**Exercise description**
Each entry below needs to be copied exactly, with nothing dropped.
** Opening Data shown block **
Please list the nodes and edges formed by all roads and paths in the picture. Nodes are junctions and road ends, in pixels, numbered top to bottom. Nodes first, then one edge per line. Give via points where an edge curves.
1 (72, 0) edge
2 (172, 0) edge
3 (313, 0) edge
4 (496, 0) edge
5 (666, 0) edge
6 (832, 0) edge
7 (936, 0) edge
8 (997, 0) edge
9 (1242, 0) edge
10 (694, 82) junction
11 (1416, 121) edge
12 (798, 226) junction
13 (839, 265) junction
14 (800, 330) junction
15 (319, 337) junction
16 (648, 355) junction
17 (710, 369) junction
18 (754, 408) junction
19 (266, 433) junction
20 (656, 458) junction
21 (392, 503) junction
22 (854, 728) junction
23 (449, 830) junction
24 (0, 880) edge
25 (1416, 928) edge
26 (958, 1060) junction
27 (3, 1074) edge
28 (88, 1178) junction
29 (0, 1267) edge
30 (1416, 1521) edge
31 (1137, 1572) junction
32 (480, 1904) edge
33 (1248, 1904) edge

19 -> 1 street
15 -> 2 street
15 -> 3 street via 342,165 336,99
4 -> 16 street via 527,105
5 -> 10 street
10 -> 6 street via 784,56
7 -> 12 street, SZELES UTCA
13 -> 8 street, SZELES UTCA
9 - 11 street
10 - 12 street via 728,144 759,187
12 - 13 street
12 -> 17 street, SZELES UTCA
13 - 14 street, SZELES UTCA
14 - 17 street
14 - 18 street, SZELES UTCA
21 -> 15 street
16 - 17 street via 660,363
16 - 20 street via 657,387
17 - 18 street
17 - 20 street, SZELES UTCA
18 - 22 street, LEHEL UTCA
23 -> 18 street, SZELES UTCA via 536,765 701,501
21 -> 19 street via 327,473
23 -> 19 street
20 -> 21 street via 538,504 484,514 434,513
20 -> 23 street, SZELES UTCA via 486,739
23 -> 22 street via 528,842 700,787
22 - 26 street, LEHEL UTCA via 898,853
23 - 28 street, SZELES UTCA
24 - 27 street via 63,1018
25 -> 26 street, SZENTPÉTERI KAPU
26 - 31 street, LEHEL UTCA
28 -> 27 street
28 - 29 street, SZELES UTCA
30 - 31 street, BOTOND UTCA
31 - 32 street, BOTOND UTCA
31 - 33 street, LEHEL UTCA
** Closing Data shown block **
**Written reply**
Please list the nodes and edges formed by all roads and paths in the picture. Nodes are junctions and road ends, in pixels, numbered top to bottom. Nodes first, then one edge per line. Give via points where an edge curves.
1 (72, 0) edge
2 (172, 0) edge
3 (313, 0) edge
4 (496, 0) edge
5 (666, 0) edge
6 (832, 0) edge
7 (936, 0) edge
8 (997, 0) edge
9 (1242, 0) edge
10 (694, 82) junction
11 (1416, 121) edge
12 (798, 226) junction
13 (839, 265) junction
14 (800, 330) junction
15 (319, 337) junction
16 (648, 355) junction
17 (710, 369) junction
18 (754, 408) junction
19 (266, 433) junction
20 (656, 458) junction
21 (392, 503) junction
22 (854, 728) junction
23 (449, 830) junction
24 (0, 880) edge
25 (1416, 928) edge
26 (958, 1060) junction
27 (3, 1074) edge
28 (88, 1178) junction
29 (0, 1267) edge
30 (1416, 1521) edge
31 (1137, 1572) junction
32 (480, 1904) edge
33 (1248, 1904) edge

19 -> 1 street
15 -> 2 street
15 -> 3 street via 342,165 336,99
4 -> 16 street via 527,105
5 -> 10 street
10 -> 6 street via 784,56
7 -> 12 street, SZELES UTCA
13 -> 8 street, SZELES UTCA
9 - 11 street
10 - 12 street via 728,144 759,187
12 - 13 street
12 -> 17 street, SZELES UTCA
13 - 14 street, SZELES UTCA
14 - 17 street
14 - 18 street, SZELES UTCA
21 -> 15 street
16 - 17 street via 660,363
16 - 20 street via 657,387
17 - 18 street
17 - 20 street, SZELES UTCA
18 - 22 street, LEHEL UTCA
23 -> 18 street, SZELES UTCA via 536,765 701,501
21 -> 19 street via 327,473
23 -> 19 street
20 -> 21 street via 538,504 484,514 434,513
20 -> 23 street, SZELES UTCA via 486,739
23 -> 22 street via 528,842 700,787
22 - 26 street, LEHEL UTCA via 898,853
23 - 28 street, SZELES UTCA
24 - 27 street via 63,1018
25 -> 26 street, SZENTPÉTERI KAPU
26 - 31 street, LEHEL UTCA
28 -> 27 street
28 - 29 street, SZELES UTCA
30 - 31 street, BOTOND UTCA
31 - 32 street, BOTOND UTCA
31 - 33 street, LEHEL UTCA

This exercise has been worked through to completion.